WHAT THIS TASK INVOLVES: Look through the data below. Collect every line where the word "other" occurs.

── RECORDS SUPPLIED

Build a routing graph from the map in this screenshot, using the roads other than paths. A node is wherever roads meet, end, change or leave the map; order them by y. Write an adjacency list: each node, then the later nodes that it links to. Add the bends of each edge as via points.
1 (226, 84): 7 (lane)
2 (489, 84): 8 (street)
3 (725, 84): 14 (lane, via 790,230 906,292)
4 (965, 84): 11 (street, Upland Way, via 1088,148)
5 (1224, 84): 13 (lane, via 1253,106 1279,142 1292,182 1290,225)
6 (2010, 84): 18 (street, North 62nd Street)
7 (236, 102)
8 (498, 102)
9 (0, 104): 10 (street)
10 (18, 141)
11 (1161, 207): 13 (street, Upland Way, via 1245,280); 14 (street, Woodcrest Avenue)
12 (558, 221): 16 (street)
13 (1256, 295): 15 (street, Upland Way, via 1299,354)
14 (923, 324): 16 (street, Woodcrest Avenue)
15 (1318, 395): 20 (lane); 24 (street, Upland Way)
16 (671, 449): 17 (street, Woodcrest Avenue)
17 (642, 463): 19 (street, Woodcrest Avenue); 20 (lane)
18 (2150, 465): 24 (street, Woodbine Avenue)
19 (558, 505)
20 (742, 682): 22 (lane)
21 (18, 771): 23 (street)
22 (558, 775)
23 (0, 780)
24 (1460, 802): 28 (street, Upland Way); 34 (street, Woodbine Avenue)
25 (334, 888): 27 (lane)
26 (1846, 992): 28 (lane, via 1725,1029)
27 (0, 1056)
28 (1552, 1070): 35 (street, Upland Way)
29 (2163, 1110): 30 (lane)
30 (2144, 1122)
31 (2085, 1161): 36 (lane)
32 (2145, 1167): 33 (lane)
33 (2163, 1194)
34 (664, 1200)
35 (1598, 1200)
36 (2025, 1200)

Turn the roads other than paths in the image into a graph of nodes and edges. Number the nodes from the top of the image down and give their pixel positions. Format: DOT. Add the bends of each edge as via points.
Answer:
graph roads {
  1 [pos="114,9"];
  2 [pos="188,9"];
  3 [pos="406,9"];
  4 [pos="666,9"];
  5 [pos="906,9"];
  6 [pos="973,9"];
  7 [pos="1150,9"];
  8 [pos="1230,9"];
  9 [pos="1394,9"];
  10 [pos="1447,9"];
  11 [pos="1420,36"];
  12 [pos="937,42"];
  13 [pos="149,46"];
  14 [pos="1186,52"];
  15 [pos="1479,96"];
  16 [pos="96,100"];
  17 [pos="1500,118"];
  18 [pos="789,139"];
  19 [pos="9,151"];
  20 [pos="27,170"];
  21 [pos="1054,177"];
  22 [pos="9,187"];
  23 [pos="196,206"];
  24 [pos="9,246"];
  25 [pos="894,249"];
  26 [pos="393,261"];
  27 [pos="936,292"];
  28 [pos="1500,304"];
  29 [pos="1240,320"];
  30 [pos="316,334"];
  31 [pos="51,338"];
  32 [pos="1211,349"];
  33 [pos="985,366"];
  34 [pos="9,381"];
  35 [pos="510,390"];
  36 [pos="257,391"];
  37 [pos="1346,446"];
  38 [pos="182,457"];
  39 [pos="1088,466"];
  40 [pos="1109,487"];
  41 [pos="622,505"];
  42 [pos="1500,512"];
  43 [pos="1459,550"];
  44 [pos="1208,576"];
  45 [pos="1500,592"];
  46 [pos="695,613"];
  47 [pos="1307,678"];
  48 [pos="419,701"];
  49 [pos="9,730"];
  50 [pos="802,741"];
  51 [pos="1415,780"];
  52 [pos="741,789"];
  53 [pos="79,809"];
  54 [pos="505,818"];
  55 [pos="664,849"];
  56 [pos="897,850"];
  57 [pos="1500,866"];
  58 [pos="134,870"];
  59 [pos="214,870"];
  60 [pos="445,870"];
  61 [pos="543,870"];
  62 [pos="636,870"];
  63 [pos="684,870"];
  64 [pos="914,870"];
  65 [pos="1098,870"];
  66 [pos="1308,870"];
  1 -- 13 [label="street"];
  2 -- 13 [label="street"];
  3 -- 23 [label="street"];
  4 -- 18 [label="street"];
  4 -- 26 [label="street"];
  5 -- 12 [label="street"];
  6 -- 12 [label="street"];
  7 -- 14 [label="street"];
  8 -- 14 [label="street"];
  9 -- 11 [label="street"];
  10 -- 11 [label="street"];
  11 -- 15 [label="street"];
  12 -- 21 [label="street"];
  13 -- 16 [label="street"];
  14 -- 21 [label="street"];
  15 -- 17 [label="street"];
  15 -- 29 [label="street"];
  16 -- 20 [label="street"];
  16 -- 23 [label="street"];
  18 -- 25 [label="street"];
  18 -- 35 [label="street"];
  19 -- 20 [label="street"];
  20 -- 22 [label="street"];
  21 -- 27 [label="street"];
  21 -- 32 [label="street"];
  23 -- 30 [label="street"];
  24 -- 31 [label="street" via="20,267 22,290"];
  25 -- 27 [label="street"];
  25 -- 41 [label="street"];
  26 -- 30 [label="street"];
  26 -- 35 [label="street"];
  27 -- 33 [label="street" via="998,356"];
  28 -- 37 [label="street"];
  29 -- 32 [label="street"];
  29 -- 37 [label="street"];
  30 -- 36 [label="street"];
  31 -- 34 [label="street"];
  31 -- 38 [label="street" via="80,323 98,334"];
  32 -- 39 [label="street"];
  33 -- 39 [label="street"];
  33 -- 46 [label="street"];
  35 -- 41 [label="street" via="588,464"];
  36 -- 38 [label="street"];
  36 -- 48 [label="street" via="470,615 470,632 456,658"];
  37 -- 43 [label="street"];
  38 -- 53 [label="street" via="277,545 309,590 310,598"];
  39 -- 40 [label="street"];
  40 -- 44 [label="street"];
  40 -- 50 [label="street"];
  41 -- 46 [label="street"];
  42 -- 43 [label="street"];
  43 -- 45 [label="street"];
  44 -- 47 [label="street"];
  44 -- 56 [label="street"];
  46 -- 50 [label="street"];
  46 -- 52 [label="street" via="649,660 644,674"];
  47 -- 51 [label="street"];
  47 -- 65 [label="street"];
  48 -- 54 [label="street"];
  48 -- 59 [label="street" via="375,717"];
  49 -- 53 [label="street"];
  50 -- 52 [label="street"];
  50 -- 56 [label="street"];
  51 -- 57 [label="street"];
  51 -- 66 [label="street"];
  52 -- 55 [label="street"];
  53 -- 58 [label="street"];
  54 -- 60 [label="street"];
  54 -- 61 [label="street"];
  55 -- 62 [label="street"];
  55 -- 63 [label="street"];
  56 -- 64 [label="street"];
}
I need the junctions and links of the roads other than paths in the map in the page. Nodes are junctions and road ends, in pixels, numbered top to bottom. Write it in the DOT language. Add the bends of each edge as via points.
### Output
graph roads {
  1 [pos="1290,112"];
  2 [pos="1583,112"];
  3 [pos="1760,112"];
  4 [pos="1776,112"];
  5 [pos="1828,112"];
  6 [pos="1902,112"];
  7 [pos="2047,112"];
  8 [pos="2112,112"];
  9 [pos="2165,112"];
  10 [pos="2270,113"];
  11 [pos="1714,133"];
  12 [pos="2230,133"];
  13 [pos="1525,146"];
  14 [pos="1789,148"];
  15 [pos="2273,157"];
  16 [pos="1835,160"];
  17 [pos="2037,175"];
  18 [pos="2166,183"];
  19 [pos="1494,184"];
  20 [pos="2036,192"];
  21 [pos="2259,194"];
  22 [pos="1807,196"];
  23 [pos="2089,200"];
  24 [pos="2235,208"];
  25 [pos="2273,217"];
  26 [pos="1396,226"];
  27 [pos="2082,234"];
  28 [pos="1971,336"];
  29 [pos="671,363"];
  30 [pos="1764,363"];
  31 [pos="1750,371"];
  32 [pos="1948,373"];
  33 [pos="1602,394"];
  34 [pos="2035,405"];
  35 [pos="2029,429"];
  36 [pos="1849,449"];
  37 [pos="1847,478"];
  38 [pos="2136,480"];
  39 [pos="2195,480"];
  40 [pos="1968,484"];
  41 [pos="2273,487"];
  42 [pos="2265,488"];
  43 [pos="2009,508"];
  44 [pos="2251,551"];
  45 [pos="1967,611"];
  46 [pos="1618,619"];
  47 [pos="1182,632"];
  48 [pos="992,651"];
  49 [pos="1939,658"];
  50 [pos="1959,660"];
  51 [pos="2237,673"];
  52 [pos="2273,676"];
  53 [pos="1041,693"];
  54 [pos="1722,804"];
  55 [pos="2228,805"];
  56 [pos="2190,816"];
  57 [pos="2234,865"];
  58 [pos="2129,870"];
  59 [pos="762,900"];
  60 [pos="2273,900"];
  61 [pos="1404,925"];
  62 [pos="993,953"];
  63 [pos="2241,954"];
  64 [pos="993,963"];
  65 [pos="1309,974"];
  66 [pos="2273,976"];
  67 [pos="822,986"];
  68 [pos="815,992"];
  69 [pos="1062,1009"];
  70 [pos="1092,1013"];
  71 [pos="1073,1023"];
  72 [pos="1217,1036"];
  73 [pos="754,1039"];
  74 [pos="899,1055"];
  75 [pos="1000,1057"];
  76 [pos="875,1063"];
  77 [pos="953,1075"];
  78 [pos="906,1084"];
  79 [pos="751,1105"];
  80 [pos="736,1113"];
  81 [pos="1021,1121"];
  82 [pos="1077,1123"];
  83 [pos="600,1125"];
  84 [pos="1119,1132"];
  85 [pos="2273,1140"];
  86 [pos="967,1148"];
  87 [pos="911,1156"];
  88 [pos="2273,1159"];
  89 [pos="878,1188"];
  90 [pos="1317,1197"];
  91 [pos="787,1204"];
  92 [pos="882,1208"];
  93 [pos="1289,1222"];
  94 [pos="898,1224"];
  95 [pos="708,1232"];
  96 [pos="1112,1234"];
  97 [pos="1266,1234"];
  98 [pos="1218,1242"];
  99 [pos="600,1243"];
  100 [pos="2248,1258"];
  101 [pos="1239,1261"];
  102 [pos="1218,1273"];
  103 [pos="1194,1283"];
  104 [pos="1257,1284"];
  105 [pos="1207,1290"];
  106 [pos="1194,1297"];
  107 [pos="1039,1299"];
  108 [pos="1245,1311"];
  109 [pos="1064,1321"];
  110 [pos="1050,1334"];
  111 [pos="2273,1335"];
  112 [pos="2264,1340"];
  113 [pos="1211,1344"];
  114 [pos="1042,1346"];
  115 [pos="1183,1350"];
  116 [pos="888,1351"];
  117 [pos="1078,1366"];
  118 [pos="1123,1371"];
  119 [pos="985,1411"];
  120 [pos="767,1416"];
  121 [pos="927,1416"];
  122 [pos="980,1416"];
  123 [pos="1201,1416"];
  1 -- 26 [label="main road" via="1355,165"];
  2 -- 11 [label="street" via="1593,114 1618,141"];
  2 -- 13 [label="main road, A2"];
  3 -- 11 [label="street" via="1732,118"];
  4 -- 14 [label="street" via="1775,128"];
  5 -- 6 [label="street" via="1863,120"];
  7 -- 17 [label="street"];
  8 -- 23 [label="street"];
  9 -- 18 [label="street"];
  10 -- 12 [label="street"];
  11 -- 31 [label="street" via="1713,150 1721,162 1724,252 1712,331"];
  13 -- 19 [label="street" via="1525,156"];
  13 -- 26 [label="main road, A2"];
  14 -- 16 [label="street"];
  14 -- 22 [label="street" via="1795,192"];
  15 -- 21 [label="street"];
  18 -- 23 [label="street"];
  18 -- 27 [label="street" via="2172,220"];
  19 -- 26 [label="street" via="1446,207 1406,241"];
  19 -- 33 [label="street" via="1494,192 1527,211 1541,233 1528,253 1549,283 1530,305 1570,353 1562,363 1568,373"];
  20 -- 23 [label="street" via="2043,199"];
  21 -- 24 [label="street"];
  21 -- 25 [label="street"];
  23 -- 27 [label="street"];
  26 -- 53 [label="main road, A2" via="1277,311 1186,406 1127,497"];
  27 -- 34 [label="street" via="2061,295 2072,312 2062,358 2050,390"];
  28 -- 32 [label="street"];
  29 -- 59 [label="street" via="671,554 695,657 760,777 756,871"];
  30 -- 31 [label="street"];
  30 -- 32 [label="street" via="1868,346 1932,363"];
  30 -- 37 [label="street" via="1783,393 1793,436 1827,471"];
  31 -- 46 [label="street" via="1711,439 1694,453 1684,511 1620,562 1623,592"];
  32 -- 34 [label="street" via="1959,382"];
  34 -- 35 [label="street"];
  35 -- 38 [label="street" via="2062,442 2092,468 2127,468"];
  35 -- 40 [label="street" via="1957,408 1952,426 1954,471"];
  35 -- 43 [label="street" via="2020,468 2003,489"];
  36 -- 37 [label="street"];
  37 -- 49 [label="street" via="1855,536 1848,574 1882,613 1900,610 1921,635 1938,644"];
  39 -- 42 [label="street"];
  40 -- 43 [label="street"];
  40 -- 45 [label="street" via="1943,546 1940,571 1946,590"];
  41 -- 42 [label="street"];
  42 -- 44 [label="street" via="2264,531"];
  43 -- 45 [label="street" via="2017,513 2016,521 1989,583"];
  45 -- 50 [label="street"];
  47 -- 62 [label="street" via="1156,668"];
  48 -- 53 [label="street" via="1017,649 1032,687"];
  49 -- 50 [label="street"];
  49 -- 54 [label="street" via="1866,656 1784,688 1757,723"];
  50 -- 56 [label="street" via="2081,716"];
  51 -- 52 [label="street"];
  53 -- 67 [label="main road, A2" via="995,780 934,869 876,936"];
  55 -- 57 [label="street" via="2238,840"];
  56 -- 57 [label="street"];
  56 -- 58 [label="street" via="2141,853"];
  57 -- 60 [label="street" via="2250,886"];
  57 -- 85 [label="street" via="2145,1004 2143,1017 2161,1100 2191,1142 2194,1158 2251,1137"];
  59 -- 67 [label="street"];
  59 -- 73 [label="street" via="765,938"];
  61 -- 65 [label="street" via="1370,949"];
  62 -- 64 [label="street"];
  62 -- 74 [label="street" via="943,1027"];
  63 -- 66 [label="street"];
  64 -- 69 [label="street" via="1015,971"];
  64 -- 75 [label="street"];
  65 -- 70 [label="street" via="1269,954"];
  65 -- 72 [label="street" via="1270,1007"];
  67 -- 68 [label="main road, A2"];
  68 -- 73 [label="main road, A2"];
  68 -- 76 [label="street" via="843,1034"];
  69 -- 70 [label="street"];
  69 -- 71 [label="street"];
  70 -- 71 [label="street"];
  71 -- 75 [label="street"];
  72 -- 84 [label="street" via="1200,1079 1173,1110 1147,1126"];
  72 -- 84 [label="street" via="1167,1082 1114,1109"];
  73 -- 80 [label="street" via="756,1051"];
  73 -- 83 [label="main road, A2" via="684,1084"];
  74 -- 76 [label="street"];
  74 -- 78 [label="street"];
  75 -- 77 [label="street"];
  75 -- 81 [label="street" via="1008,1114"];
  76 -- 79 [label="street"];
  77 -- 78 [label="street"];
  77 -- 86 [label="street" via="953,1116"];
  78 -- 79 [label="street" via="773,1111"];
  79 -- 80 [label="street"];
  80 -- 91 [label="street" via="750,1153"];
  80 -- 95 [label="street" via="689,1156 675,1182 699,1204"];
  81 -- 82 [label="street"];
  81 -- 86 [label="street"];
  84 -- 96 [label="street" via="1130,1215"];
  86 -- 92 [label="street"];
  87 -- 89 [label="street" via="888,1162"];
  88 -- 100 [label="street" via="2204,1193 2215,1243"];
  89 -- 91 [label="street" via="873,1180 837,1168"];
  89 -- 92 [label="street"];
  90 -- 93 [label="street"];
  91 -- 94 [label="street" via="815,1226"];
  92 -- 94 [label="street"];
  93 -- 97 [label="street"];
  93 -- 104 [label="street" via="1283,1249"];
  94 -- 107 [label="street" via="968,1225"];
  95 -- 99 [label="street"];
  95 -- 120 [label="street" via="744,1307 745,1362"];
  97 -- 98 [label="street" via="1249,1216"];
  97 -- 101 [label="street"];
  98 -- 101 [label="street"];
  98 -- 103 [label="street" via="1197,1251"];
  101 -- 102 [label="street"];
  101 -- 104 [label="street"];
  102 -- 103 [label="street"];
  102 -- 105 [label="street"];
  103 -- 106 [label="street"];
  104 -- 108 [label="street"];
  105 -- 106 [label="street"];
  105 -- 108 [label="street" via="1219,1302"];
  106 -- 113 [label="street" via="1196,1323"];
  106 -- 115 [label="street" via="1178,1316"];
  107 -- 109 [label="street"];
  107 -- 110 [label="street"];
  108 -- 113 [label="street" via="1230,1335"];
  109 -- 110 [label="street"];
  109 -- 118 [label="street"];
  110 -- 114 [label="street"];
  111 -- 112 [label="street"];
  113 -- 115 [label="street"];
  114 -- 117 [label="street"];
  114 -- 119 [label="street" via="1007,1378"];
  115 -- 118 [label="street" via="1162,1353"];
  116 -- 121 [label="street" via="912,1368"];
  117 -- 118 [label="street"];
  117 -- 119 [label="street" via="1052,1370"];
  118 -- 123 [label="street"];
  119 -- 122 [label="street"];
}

────

WRITTEN REPLY:
Build a routing graph from the map in this screenshot, using the roads other than paths. A node is wherever roads meet, end, change or leave the map; order them by y. Write an adjacency list: each node, then the later nodes that it links to. Add the bends of each edge as via points.
Turn the roads other than paths in the image into a graph of nodes and edges. Number the nodes from the top of the image down and give their pixel positions. Format: DOT. Add the bends of each edge as via points.
I need the junctions and links of the roads other than paths in the map in the page. Nodes are junctions and road ends, in pixels, numbered top to bottom. Write it in the DOT language. Add the bends of each edge as via points.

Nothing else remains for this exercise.